▶ **Material for this task**
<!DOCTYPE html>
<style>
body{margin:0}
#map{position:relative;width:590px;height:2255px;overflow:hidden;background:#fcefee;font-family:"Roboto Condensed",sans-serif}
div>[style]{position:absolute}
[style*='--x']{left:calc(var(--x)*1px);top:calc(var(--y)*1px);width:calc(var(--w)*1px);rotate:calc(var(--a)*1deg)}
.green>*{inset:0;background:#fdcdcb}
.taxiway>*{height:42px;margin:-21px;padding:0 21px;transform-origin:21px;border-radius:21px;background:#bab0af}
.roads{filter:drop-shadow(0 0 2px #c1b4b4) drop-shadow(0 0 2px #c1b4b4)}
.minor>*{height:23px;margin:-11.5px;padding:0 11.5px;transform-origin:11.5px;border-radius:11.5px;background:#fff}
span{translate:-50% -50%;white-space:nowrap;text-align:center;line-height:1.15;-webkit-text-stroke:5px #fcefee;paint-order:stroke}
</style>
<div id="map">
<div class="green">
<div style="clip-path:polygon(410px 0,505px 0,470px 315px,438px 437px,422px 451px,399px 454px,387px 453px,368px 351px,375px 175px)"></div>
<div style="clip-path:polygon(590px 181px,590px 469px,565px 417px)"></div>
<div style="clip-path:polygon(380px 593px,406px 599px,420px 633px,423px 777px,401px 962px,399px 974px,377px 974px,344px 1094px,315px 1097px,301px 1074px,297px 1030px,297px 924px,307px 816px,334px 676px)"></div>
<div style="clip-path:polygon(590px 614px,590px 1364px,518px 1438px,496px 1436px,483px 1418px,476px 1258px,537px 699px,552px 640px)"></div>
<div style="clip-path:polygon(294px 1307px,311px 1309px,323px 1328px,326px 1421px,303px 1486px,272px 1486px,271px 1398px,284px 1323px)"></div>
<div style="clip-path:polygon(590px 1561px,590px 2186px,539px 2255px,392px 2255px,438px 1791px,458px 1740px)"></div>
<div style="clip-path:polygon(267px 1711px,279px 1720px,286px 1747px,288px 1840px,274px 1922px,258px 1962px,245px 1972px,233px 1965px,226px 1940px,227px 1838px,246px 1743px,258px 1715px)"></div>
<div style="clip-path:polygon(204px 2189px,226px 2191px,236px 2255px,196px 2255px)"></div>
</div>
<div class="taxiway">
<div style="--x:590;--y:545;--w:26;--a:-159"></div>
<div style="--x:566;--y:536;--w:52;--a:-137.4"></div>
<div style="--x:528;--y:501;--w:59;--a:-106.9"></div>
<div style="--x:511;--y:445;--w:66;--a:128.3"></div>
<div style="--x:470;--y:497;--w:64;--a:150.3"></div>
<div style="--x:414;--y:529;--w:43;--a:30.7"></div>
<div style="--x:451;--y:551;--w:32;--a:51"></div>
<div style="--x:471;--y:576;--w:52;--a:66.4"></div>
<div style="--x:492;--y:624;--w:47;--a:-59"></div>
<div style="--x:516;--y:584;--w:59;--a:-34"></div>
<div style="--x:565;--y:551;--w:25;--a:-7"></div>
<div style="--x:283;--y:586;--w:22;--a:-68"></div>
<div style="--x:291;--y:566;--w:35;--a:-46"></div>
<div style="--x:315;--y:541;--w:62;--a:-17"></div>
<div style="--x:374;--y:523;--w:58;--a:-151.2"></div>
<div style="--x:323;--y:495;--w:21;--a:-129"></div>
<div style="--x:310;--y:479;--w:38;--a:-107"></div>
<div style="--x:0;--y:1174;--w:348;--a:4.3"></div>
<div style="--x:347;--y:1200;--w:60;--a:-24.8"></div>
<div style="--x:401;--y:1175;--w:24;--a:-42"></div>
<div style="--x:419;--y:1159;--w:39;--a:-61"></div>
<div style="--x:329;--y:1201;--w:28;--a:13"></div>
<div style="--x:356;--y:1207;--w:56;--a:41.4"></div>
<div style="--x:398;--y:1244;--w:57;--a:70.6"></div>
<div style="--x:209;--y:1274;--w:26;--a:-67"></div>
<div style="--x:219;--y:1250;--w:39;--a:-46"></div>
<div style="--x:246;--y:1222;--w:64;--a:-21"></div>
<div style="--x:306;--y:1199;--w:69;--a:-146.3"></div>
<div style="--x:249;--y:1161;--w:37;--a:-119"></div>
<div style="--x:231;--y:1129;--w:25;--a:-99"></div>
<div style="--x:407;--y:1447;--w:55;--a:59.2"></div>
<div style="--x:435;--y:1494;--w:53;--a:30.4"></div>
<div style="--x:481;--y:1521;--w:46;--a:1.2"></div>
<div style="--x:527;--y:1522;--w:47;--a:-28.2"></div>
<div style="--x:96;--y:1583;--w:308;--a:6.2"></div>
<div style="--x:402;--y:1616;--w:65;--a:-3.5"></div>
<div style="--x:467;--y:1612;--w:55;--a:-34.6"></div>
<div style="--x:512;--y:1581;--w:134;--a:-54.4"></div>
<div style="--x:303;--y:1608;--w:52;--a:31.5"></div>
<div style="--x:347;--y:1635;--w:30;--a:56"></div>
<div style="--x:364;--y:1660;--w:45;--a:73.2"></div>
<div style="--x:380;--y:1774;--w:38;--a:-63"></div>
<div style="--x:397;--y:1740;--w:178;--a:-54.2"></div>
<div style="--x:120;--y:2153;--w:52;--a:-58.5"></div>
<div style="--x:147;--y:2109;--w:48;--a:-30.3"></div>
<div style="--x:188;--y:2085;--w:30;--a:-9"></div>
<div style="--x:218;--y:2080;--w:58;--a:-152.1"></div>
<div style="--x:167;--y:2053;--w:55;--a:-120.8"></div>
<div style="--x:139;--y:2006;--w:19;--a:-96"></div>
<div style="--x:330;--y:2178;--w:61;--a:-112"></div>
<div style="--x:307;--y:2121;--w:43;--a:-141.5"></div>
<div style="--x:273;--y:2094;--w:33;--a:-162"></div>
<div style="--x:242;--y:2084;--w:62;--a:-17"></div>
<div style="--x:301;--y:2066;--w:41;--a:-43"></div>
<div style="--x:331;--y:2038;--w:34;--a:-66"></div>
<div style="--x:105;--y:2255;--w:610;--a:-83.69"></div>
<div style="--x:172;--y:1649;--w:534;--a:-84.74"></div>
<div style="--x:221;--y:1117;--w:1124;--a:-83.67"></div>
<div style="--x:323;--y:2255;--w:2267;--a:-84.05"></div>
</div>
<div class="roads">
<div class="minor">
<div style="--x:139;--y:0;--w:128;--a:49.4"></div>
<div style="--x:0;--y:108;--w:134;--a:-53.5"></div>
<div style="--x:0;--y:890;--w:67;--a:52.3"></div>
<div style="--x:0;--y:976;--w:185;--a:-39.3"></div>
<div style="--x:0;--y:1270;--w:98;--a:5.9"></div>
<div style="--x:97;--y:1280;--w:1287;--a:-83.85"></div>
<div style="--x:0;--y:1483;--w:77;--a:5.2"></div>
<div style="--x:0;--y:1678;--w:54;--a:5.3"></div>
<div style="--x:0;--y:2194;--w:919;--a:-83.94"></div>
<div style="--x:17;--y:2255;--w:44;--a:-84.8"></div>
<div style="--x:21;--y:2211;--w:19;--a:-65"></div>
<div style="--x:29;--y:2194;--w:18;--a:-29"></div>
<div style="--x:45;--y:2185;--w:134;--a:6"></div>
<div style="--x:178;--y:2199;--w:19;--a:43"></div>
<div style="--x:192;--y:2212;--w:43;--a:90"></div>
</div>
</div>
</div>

▶ **Work item**
Report every line containing the word "border" from the listing above.

▶ **Answer for this exercise**
.taxiway>*{height:42px;margin:-21px;padding:0 21px;transform-origin:21px;border-radius:21px;background:#bab0af}
.minor>*{height:23px;margin:-11.5px;padding:0 11.5px;transform-origin:11.5px;border-radius:11.5px;background:#fff}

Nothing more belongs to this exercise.